→ What the task requires
Of the entries below, copy only those lines that contain the word "Left".

START Material supplied

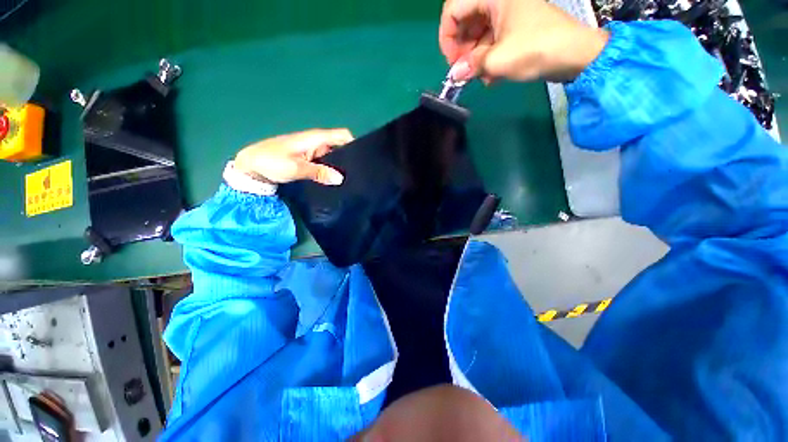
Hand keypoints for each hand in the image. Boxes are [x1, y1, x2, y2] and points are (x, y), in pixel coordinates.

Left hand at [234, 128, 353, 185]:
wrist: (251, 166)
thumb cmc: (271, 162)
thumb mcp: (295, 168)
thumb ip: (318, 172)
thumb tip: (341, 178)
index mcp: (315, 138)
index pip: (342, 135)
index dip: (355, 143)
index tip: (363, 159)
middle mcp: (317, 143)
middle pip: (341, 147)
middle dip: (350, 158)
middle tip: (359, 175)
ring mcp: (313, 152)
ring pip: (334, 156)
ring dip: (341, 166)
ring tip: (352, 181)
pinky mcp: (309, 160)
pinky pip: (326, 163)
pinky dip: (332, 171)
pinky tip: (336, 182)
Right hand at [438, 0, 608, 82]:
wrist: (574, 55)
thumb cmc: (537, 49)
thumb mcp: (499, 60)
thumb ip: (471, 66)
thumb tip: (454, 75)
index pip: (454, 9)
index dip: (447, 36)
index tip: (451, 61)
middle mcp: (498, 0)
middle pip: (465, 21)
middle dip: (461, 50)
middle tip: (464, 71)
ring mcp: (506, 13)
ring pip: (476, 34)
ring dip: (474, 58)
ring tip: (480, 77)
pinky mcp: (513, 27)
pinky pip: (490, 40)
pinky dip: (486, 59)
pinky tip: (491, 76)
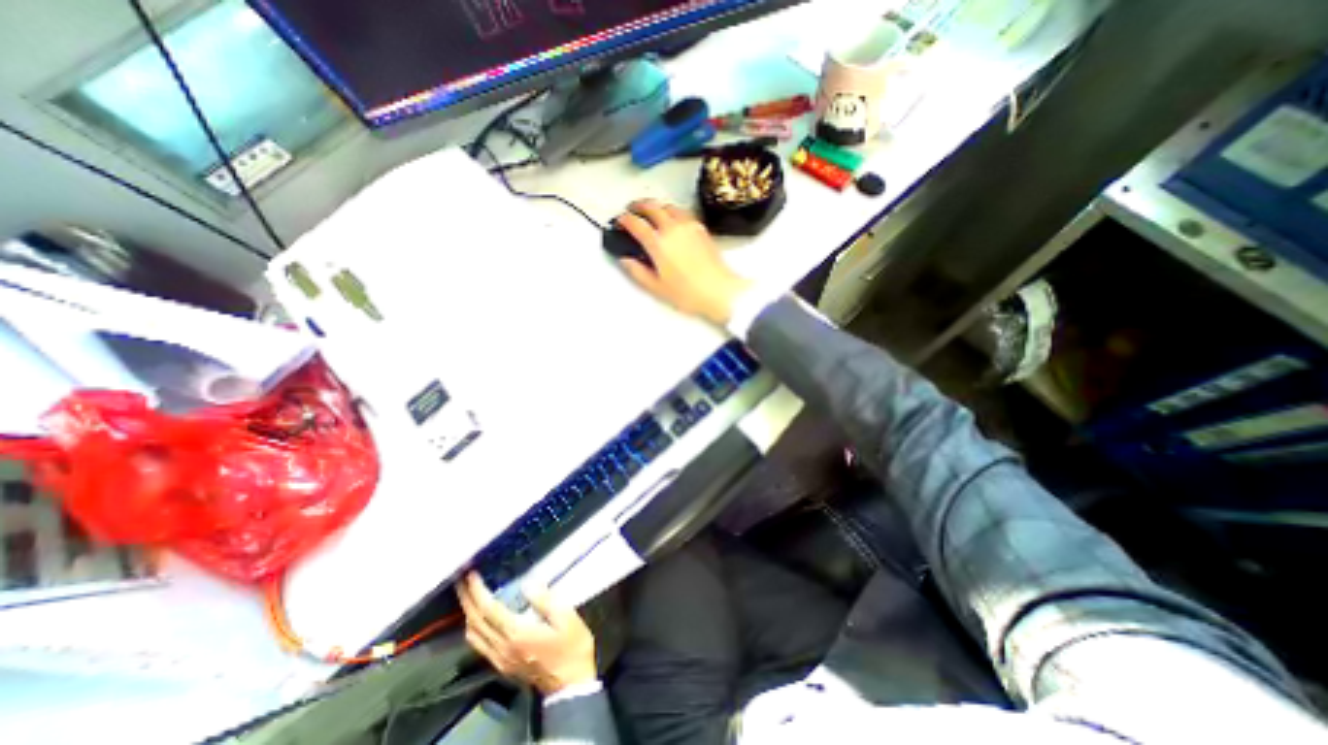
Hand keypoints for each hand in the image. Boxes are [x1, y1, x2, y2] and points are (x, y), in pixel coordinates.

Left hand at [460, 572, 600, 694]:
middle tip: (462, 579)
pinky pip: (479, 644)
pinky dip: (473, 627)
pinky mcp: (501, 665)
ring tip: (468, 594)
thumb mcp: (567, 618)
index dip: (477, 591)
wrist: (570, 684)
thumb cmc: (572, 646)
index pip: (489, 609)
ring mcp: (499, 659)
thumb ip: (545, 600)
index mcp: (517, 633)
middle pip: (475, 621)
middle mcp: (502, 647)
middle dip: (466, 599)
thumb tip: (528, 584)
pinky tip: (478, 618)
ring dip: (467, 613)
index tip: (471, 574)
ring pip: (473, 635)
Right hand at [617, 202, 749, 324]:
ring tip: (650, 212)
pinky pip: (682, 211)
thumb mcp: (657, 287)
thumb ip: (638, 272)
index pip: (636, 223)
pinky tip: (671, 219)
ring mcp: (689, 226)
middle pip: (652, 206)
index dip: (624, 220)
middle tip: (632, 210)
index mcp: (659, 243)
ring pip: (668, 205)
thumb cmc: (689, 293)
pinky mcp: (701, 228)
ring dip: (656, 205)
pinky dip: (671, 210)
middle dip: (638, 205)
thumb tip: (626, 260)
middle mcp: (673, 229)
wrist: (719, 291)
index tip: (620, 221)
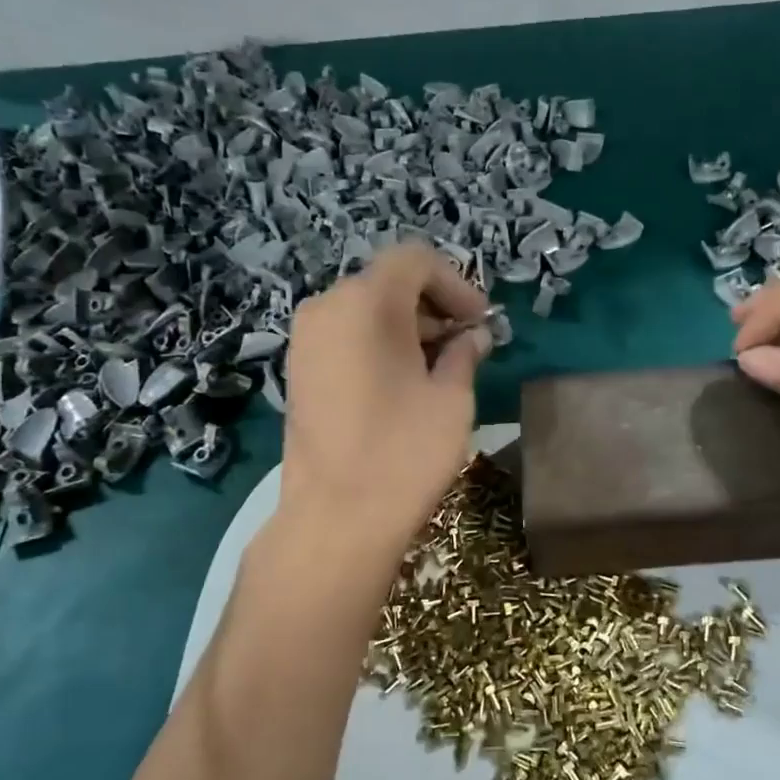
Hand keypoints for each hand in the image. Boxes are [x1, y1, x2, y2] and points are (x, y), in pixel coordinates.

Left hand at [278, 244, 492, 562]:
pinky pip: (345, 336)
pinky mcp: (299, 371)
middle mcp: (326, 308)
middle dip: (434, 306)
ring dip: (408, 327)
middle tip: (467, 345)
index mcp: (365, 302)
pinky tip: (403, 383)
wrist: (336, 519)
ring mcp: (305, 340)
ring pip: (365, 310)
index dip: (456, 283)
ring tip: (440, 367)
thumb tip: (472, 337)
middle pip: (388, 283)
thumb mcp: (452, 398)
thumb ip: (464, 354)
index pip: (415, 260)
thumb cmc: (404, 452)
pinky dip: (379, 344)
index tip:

END Material supplied
START Material supplied

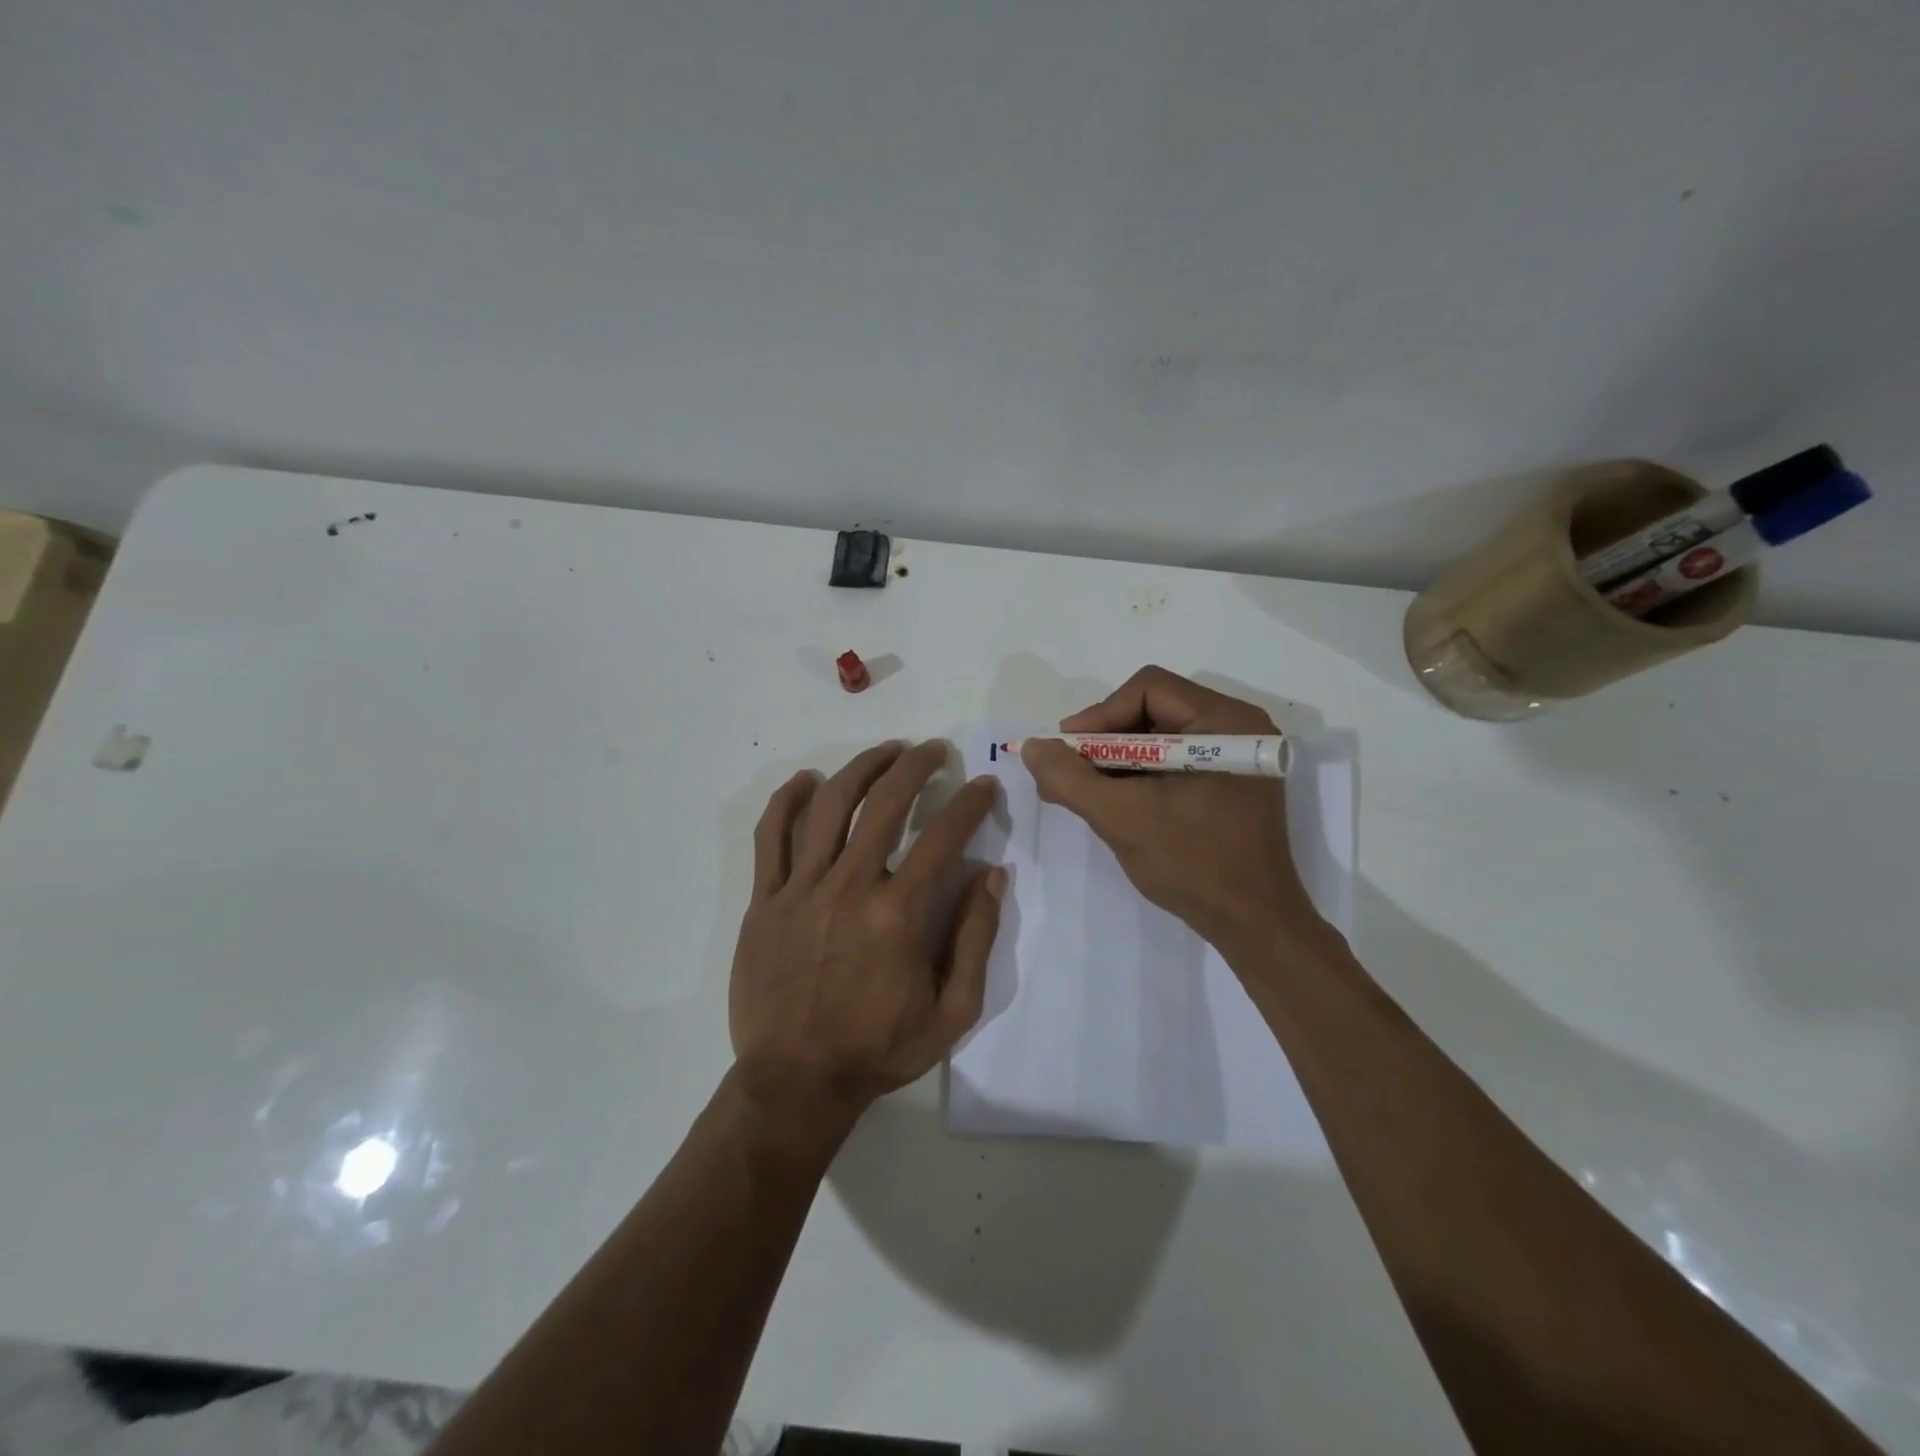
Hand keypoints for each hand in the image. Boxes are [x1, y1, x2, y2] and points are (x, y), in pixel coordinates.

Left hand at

END Material supplied

→ Completed task
Left hand at [234, 128, 353, 185]:
Left hand at [460, 572, 600, 694]:
Left hand at [278, 244, 492, 562]:
Left hand at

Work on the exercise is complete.